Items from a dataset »
┌──

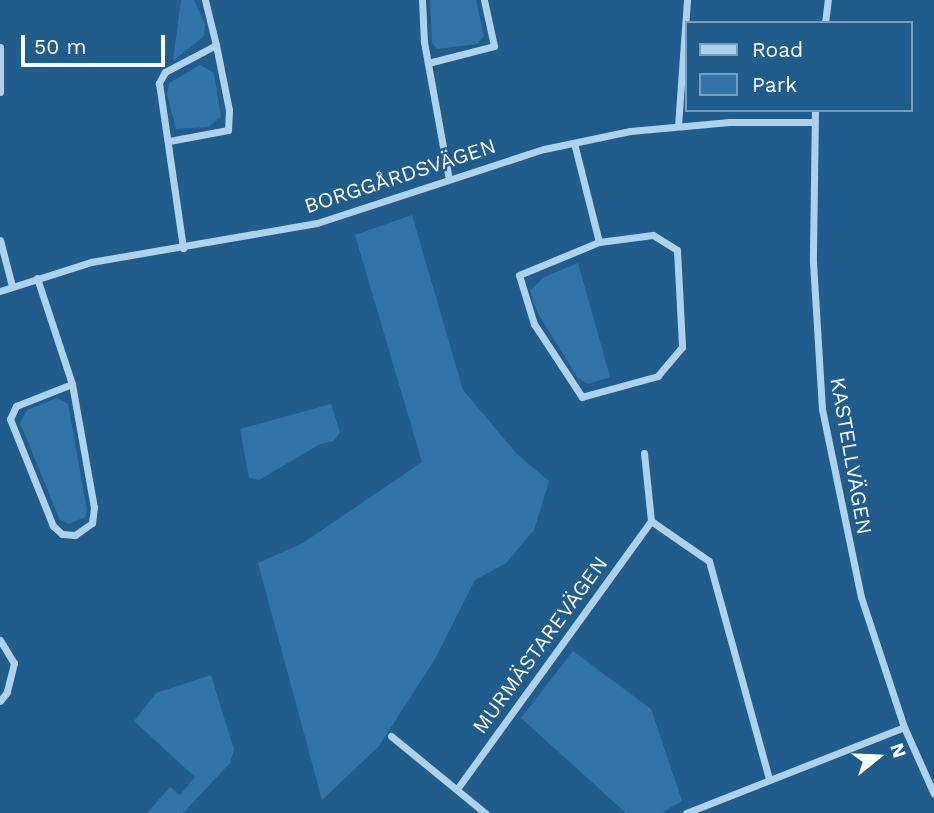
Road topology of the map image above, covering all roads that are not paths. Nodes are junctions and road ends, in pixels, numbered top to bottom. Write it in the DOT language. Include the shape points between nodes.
graph roads {
  1 [pos="205,0"];
  2 [pos="422,0"];
  3 [pos="484,0"];
  4 [pos="687,0"];
  5 [pos="828,0"];
  6 [pos="685,21"];
  7 [pos="825,21"];
  8 [pos="685,25"];
  9 [pos="216,45"];
  10 [pos="0,47"];
  11 [pos="428,63"];
  12 [pos="0,92"];
  13 [pos="815,112"];
  14 [pos="814,122"];
  15 [pos="677,126"];
  16 [pos="169,141"];
  17 [pos="575,142"];
  18 [pos="449,179"];
  19 [pos="0,240"];
  20 [pos="599,242"];
  21 [pos="183,248"];
  22 [pos="37,278"];
  23 [pos="12,286"];
  24 [pos="0,291"];
  25 [pos="72,384"];
  26 [pos="644,453"];
  27 [pos="651,522"];
  28 [pos="0,640"];
  29 [pos="0,701"];
  30 [pos="904,727"];
  31 [pos="391,736"];
  32 [pos="769,779"];
  33 [pos="457,789"];
  34 [pos="934,794"];
  35 [pos="485,813"];
  36 [pos="687,813"];
  1 -- 9 [label="street"];
  2 -- 11 [label="street"];
  3 -- 11 [label="street" via="494,46"];
  4 -- 6 [label="street"];
  5 -- 7 [label="street"];
  8 -- 15 [label="street"];
  9 -- 16 [label="street" via="162,77"];
  9 -- 16 [label="street" via="229,110 228,130"];
  10 -- 12 [label="street"];
  11 -- 18 [label="street"];
  13 -- 14 [label="street, KASTELLVÄGEN"];
  14 -- 15 [label="street, BORGGÅRDSVÄGEN"];
  14 -- 30 [label="street, KASTELLVÄGEN" via="814,312 822,409 861,597"];
  15 -- 17 [label="street, BORGGÅRDSVÄGEN"];
  16 -- 21 [label="street"];
  17 -- 18 [label="street, BORGGÅRDSVÄGEN"];
  17 -- 20 [label="street"];
  18 -- 21 [label="street, BORGGÅRDSVÄGEN" via="317,223"];
  19 -- 23 [label="street"];
  20 -- 20 [label="street" via="653,235 677,250 682,347 658,376 582,397 534,324 519,275"];
  21 -- 22 [label="street, BORGGÅRDSVÄGEN" via="91,262"];
  22 -- 23 [label="street, BORGGÅRDSVÄGEN"];
  22 -- 25 [label="street"];
  23 -- 24 [label="street, BORGGÅRDSVÄGEN"];
  25 -- 25 [label="street" via="94,507 92,523 75,535 62,534 53,526 10,419 16,405"];
  26 -- 27 [label="street"];
  27 -- 32 [label="street" via="709,561"];
  27 -- 33 [label="street, MURMÄSTAREVÄGEN"];
  28 -- 29 [label="street" via="14,663"];
  30 -- 32 [label="street"];
  30 -- 34 [label="street, KASTELLVÄGEN"];
  31 -- 33 [label="street"];
  32 -- 36 [label="street"];
  33 -- 35 [label="street"];
}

└──

Work request » Retype all the entries word for word; the pictures stay out.

Task solution »
Road topology of the map image above, covering all roads that are not paths. Nodes are junctions and road ends, in pixels, numbered top to bottom. Write it in the DOT language. Include the shape points between nodes.
graph roads {
  1 [pos="205,0"];
  2 [pos="422,0"];
  3 [pos="484,0"];
  4 [pos="687,0"];
  5 [pos="828,0"];
  6 [pos="685,21"];
  7 [pos="825,21"];
  8 [pos="685,25"];
  9 [pos="216,45"];
  10 [pos="0,47"];
  11 [pos="428,63"];
  12 [pos="0,92"];
  13 [pos="815,112"];
  14 [pos="814,122"];
  15 [pos="677,126"];
  16 [pos="169,141"];
  17 [pos="575,142"];
  18 [pos="449,179"];
  19 [pos="0,240"];
  20 [pos="599,242"];
  21 [pos="183,248"];
  22 [pos="37,278"];
  23 [pos="12,286"];
  24 [pos="0,291"];
  25 [pos="72,384"];
  26 [pos="644,453"];
  27 [pos="651,522"];
  28 [pos="0,640"];
  29 [pos="0,701"];
  30 [pos="904,727"];
  31 [pos="391,736"];
  32 [pos="769,779"];
  33 [pos="457,789"];
  34 [pos="934,794"];
  35 [pos="485,813"];
  36 [pos="687,813"];
  1 -- 9 [label="street"];
  2 -- 11 [label="street"];
  3 -- 11 [label="street" via="494,46"];
  4 -- 6 [label="street"];
  5 -- 7 [label="street"];
  8 -- 15 [label="street"];
  9 -- 16 [label="street" via="162,77"];
  9 -- 16 [label="street" via="229,110 228,130"];
  10 -- 12 [label="street"];
  11 -- 18 [label="street"];
  13 -- 14 [label="street, KASTELLVÄGEN"];
  14 -- 15 [label="street, BORGGÅRDSVÄGEN"];
  14 -- 30 [label="street, KASTELLVÄGEN" via="814,312 822,409 861,597"];
  15 -- 17 [label="street, BORGGÅRDSVÄGEN"];
  16 -- 21 [label="street"];
  17 -- 18 [label="street, BORGGÅRDSVÄGEN"];
  17 -- 20 [label="street"];
  18 -- 21 [label="street, BORGGÅRDSVÄGEN" via="317,223"];
  19 -- 23 [label="street"];
  20 -- 20 [label="street" via="653,235 677,250 682,347 658,376 582,397 534,324 519,275"];
  21 -- 22 [label="street, BORGGÅRDSVÄGEN" via="91,262"];
  22 -- 23 [label="street, BORGGÅRDSVÄGEN"];
  22 -- 25 [label="street"];
  23 -- 24 [label="street, BORGGÅRDSVÄGEN"];
  25 -- 25 [label="street" via="94,507 92,523 75,535 62,534 53,526 10,419 16,405"];
  26 -- 27 [label="street"];
  27 -- 32 [label="street" via="709,561"];
  27 -- 33 [label="street, MURMÄSTAREVÄGEN"];
  28 -- 29 [label="street" via="14,663"];
  30 -- 32 [label="street"];
  30 -- 34 [label="street, KASTELLVÄGEN"];
  31 -- 33 [label="street"];
  32 -- 36 [label="street"];
  33 -- 35 [label="street"];
}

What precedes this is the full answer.